The distinction between de jure and de facto sovereignty is noteworthy, i.e. between the user having theoretical or real control.

Friday, March 06, 2009

My hitch-hiking days are over thank

PickupPal is a ride-sharing service, i.e. matching drivers and passengers.

The economic model sounds wonderfully flexible
Passenger pays the Driver the agreed amount in cash (or otherwise, if agreed upon) at the end of the ride.
'Otherwise' would seem to encompass a whole range of payment options.

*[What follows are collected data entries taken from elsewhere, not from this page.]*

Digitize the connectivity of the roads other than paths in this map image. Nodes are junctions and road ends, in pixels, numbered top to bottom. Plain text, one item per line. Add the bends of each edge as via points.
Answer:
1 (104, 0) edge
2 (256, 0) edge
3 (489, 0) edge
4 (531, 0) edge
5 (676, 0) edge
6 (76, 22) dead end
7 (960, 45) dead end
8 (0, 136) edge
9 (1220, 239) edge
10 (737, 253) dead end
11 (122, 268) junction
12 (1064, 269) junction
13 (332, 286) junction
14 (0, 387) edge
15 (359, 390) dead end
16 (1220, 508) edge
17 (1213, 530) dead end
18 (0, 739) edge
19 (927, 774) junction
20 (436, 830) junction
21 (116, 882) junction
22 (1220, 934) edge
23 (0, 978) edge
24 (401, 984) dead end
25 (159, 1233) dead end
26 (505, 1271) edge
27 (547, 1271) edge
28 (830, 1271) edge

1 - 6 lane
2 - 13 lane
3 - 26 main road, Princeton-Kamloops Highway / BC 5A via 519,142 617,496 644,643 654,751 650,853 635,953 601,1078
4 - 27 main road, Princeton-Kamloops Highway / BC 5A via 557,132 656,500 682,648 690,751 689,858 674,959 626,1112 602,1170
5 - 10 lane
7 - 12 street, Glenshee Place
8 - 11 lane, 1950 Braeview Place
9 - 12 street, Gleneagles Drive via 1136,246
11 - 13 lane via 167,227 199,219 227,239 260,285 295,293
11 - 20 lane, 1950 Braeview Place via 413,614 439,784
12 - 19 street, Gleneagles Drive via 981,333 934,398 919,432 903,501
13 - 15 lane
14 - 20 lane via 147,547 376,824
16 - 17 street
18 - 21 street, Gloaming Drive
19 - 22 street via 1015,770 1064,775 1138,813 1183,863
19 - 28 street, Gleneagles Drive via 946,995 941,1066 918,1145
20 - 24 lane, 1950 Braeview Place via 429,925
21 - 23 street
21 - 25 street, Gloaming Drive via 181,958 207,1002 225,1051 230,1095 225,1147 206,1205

Separately, the 'Help' pages add a new dimension to trust mechanisms

Send them a message via our messaging system and get a sense of who they are – a simple message will give you a good idea if they are someone you can start to trust.
Sit in the front passenger seat, if you can. Rear doors often have child locks on them, meaning they cannot be opened from the inside. If you must sit in the back, check the child lock is off before you close the door.
Note the vehicle licence plate, and its make, model, and color before you take ride. If you have a cellphone, text this information to a friend and have them confirm they got your text. For example (AYDL 098, VW GOLF, Black) - do not be shy to tell the driver you are texting this information -
Have these people heard of a little thing called 'public transportation'? In which passengers need not worry about child-locks?

All the reputation systems in the world aren't getting me in a car if I need to text a license plate to feel safe.

Tuesday, March 03, 2009

IP (irritating poetry)

There once was a standards body from Tobermory
Whose IP policy was nothing if not discriminatory
Reasonable? licensees would ask "A definition please"
The licensors response? "Don't worry, we'll talk later about the fees"
And as to fairness, well that's an entirely different story.